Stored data
******

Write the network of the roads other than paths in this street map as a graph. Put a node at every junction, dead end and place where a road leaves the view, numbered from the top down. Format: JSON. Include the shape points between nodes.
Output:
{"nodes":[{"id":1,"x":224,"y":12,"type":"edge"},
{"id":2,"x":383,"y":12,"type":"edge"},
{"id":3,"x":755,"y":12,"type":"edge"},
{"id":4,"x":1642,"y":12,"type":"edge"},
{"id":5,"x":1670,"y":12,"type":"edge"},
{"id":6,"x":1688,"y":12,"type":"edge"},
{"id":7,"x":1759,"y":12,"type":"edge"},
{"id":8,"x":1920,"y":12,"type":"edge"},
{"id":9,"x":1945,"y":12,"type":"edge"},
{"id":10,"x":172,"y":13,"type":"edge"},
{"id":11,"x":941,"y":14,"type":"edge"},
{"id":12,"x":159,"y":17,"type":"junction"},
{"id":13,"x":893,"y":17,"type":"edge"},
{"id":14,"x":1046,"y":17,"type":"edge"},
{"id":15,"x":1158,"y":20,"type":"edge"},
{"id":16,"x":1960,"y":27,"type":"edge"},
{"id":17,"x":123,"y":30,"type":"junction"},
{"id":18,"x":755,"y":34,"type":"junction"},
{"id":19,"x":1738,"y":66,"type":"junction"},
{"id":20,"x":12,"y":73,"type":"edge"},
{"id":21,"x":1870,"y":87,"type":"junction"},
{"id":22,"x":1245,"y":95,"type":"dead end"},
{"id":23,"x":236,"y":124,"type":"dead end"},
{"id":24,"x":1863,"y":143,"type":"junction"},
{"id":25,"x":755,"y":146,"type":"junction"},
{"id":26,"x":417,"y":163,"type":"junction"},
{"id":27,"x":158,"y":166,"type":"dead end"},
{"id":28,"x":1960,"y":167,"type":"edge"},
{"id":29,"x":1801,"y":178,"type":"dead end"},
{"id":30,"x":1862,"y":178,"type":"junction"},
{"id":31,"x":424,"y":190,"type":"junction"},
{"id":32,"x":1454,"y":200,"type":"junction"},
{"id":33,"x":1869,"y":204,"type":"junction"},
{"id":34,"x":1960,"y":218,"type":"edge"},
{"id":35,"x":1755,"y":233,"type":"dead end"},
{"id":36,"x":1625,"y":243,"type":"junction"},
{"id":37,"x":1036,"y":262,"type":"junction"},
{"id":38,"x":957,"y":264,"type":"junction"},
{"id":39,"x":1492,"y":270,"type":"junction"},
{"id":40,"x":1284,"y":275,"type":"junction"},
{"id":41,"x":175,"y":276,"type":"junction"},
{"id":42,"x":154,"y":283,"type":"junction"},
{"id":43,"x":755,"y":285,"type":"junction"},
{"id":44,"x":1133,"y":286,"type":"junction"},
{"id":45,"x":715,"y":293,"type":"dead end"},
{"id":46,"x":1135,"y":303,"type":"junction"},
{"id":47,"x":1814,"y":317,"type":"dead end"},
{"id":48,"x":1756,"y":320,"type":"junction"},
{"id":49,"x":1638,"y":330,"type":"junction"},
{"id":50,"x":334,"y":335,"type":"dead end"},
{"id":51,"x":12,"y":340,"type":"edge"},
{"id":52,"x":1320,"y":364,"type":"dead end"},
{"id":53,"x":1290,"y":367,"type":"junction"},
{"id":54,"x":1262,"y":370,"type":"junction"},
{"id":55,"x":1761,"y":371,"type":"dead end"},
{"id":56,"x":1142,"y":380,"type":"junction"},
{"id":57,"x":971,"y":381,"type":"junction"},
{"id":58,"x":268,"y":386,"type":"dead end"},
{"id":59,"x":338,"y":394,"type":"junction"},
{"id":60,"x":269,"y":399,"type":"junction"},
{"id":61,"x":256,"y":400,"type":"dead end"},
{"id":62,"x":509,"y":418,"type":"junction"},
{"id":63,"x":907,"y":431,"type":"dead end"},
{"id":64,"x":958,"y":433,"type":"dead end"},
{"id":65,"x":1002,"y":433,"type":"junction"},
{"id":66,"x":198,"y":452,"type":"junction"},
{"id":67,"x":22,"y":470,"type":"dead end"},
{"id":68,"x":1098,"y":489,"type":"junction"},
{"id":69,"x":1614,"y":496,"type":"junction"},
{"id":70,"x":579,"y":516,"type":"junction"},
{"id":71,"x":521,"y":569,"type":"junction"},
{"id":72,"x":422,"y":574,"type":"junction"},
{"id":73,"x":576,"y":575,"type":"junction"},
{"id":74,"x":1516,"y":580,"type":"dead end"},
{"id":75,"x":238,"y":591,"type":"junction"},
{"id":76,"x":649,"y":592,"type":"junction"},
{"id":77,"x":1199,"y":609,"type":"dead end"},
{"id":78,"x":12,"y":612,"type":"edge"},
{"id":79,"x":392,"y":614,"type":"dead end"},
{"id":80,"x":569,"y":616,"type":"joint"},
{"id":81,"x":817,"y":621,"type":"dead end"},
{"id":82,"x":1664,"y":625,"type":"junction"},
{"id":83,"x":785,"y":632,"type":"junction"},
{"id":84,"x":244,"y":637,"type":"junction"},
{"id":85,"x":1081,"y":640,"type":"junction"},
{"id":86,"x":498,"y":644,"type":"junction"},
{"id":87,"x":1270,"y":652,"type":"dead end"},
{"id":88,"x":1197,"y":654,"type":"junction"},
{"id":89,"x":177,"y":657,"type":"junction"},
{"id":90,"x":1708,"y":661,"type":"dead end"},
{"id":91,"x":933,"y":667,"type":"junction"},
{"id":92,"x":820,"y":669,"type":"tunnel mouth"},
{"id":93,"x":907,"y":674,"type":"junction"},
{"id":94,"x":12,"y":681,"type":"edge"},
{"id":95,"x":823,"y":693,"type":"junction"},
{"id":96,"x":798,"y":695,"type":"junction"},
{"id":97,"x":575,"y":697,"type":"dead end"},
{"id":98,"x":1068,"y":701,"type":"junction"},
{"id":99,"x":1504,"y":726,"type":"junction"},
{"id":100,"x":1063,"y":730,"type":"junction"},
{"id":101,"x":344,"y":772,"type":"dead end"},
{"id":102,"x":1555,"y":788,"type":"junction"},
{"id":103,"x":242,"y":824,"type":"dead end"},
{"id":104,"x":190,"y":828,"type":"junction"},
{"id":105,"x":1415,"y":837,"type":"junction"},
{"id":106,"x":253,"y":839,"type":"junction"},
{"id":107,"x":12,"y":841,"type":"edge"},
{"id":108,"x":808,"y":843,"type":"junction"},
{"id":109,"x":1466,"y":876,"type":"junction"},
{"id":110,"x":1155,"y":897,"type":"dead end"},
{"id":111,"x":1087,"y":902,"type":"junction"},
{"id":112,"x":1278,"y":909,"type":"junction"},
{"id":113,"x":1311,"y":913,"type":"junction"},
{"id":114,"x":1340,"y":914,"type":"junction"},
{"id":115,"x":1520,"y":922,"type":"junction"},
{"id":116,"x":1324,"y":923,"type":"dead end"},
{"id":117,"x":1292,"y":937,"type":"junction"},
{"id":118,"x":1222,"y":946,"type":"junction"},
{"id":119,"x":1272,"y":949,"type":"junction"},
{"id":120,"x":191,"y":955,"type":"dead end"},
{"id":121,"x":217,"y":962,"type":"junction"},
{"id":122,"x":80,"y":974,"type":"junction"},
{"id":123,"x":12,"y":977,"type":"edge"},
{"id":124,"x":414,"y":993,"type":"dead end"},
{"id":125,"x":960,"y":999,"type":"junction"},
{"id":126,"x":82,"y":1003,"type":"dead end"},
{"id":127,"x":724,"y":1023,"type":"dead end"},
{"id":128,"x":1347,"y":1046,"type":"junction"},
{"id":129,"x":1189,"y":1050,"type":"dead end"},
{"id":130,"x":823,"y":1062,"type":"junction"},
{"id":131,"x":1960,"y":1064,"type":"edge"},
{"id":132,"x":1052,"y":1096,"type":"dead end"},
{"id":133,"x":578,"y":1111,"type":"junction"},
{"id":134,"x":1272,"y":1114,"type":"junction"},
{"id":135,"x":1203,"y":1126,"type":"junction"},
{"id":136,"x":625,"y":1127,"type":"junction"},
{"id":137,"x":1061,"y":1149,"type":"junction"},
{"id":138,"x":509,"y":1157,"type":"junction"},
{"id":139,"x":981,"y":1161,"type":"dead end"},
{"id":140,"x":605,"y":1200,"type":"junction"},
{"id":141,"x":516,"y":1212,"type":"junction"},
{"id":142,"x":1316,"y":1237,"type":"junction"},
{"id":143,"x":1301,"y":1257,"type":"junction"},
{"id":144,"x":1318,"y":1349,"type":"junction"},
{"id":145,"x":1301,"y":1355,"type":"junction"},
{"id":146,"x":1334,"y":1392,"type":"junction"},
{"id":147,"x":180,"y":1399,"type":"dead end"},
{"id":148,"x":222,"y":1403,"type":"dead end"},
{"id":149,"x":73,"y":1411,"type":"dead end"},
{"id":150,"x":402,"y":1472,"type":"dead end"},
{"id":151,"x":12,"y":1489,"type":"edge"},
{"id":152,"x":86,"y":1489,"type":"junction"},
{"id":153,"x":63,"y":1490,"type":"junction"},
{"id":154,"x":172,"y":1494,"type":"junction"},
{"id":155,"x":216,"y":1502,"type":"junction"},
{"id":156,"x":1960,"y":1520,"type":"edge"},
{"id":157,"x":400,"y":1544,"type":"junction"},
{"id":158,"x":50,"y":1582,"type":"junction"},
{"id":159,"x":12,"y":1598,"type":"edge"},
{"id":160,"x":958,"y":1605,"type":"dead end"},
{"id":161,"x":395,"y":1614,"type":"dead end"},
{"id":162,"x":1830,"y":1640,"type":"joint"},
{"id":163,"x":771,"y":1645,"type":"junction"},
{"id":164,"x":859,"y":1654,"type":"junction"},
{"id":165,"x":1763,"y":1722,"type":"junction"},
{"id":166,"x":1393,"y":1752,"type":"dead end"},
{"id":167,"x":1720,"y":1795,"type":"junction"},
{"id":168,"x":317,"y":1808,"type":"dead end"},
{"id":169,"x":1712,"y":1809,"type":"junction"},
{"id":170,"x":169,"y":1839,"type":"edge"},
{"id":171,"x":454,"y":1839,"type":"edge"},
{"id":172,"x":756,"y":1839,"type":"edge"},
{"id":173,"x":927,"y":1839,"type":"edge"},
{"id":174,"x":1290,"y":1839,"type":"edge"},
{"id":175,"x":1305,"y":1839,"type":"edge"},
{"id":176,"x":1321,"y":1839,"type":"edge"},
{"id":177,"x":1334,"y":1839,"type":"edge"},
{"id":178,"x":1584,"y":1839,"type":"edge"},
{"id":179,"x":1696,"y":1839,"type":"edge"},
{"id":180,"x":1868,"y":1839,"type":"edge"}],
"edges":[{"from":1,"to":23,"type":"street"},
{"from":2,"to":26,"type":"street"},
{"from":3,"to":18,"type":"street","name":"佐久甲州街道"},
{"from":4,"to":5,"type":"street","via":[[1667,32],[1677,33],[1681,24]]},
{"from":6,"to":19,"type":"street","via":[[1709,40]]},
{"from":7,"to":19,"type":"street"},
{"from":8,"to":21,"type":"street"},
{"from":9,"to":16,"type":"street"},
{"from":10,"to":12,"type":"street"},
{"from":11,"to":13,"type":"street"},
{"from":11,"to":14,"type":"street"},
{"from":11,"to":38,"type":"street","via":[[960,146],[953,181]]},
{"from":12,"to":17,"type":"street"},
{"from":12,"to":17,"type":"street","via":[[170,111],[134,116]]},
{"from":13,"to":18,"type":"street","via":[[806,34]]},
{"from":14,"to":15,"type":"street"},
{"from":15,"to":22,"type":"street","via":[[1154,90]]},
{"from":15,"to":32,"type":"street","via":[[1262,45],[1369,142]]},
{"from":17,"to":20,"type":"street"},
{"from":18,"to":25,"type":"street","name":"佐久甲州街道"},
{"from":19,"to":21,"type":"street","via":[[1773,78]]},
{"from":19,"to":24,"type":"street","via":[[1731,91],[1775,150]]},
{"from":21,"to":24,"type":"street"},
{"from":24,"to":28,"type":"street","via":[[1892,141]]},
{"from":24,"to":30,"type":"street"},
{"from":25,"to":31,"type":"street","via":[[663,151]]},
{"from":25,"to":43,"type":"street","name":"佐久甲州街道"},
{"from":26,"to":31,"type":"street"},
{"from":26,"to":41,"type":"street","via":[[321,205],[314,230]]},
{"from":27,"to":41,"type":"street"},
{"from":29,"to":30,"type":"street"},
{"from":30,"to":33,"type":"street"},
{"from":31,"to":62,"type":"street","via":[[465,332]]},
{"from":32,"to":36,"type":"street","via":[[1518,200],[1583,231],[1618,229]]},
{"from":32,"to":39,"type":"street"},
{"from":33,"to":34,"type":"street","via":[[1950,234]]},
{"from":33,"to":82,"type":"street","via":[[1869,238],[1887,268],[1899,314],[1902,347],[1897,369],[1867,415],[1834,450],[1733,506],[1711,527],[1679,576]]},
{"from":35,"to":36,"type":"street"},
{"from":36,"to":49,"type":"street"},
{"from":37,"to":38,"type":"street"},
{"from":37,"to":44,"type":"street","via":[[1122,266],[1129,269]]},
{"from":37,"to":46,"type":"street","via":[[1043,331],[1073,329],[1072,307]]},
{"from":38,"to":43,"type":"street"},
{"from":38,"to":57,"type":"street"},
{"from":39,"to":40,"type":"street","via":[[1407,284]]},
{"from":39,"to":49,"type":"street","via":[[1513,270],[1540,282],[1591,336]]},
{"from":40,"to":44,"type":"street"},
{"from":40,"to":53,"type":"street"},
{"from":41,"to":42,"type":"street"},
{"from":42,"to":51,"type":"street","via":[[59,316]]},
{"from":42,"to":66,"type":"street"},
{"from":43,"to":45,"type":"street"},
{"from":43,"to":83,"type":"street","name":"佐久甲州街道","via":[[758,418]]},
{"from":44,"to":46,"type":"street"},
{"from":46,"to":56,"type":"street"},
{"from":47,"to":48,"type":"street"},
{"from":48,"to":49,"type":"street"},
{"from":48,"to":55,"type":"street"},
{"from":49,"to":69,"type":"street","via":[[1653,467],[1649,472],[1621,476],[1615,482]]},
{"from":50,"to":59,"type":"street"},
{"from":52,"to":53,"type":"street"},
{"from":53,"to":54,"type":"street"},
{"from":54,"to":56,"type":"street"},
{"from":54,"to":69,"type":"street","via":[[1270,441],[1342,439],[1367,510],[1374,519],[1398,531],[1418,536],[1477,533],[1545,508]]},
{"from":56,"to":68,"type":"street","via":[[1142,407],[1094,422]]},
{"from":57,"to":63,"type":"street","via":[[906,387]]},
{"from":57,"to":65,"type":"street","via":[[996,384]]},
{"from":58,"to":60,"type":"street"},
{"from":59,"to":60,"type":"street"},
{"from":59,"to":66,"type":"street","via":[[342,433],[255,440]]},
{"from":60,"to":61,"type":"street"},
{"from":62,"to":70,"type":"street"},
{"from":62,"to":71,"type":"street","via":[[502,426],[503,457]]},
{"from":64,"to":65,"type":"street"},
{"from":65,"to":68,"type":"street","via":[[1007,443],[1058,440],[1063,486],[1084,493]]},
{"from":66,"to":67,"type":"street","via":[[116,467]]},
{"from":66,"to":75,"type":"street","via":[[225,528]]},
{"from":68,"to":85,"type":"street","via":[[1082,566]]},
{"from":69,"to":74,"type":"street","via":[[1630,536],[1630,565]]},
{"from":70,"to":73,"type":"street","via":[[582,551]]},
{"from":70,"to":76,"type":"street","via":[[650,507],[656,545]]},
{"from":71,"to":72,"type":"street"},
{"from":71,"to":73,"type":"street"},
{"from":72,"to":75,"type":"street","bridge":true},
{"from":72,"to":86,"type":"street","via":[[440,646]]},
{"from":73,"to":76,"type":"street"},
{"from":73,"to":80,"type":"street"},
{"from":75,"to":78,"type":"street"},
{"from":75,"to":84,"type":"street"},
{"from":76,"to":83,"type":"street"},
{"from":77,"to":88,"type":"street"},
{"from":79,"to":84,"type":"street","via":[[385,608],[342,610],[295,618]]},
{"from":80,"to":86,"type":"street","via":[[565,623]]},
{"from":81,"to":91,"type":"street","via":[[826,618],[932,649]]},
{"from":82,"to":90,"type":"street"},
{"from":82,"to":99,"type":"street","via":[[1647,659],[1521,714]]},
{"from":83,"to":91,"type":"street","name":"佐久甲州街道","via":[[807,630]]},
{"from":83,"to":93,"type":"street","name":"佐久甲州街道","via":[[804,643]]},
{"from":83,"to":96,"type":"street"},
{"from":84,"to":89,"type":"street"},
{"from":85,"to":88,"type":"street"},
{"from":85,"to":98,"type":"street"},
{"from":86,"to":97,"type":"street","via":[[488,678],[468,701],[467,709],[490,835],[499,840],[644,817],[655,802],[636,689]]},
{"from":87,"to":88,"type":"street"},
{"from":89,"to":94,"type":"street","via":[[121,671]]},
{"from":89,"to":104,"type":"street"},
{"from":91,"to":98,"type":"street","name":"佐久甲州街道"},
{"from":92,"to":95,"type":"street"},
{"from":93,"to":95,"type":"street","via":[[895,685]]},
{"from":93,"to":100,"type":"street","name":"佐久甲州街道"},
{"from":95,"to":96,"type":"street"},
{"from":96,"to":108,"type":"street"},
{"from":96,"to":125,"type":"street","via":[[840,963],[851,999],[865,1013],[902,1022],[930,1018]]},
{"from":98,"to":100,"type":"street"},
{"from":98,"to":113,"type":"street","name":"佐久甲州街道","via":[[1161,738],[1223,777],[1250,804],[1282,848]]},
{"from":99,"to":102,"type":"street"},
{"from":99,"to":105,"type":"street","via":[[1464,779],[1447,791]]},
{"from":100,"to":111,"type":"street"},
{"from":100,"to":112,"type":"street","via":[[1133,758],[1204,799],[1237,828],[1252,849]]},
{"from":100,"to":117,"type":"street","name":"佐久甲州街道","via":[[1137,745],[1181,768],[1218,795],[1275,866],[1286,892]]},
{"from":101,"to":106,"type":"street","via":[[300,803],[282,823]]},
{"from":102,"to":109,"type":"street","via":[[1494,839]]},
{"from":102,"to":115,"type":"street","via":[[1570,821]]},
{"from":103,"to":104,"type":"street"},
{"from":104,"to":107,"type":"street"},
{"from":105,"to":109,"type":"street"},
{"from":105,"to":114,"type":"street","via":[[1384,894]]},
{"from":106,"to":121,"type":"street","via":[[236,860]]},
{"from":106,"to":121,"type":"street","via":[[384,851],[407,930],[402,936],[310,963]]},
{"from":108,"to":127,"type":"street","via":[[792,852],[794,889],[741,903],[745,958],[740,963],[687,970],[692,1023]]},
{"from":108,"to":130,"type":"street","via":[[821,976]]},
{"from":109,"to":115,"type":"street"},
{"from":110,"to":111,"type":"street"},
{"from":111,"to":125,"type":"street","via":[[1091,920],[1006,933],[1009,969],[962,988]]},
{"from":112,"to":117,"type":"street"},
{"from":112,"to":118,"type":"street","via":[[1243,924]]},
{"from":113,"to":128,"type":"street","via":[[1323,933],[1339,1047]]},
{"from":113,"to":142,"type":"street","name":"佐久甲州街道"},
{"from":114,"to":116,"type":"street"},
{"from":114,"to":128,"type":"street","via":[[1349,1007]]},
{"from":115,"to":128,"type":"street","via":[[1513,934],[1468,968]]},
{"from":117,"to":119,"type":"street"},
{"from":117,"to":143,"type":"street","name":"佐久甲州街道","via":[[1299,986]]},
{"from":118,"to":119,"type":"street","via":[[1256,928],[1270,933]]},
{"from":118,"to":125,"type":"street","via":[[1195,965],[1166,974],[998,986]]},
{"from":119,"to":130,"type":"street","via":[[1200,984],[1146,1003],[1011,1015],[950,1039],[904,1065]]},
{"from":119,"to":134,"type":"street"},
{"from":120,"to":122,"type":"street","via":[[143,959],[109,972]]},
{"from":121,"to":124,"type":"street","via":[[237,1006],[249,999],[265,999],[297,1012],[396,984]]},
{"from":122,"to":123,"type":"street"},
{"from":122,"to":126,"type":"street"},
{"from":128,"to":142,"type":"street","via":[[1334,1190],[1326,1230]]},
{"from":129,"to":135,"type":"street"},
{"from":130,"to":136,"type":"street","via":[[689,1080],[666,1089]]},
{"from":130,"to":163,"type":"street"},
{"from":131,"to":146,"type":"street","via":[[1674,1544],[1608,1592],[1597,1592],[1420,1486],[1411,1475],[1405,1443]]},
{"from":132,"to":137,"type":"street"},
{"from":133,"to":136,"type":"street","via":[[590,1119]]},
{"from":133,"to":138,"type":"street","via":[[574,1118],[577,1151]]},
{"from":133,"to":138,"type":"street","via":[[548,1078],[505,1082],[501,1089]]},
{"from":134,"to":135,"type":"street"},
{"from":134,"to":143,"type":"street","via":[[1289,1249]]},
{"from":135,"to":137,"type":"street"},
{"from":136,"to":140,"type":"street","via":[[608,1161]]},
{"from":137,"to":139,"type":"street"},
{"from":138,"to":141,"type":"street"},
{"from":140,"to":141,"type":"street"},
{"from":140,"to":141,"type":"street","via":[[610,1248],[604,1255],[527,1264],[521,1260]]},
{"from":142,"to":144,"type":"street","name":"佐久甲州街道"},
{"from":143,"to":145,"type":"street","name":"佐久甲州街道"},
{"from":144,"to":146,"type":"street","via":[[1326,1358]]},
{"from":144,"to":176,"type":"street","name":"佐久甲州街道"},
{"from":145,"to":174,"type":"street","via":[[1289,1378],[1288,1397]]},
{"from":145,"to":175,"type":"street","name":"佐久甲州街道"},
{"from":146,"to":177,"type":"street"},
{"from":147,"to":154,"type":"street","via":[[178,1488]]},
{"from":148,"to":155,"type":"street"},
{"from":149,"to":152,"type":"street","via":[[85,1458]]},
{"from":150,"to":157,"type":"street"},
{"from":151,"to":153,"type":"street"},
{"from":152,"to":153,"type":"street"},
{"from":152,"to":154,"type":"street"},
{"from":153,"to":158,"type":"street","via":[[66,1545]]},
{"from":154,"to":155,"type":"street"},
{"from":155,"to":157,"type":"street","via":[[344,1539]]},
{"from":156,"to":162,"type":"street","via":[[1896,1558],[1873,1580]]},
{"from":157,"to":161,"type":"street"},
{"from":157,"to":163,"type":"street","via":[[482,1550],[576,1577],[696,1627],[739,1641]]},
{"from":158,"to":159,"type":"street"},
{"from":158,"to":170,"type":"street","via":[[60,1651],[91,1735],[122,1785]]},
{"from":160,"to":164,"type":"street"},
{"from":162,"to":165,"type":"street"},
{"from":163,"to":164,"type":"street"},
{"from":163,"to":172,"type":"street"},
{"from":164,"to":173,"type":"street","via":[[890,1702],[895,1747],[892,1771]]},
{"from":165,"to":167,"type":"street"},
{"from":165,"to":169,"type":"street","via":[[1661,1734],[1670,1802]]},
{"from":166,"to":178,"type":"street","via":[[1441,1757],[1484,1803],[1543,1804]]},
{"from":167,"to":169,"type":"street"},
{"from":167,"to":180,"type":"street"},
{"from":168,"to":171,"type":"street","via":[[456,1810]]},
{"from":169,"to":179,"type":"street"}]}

******

Return every line from the records above that holds the word "joint".

{"id":80,"x":569,"y":616,"type":"joint"},
{"id":162,"x":1830,"y":1640,"type":"joint"},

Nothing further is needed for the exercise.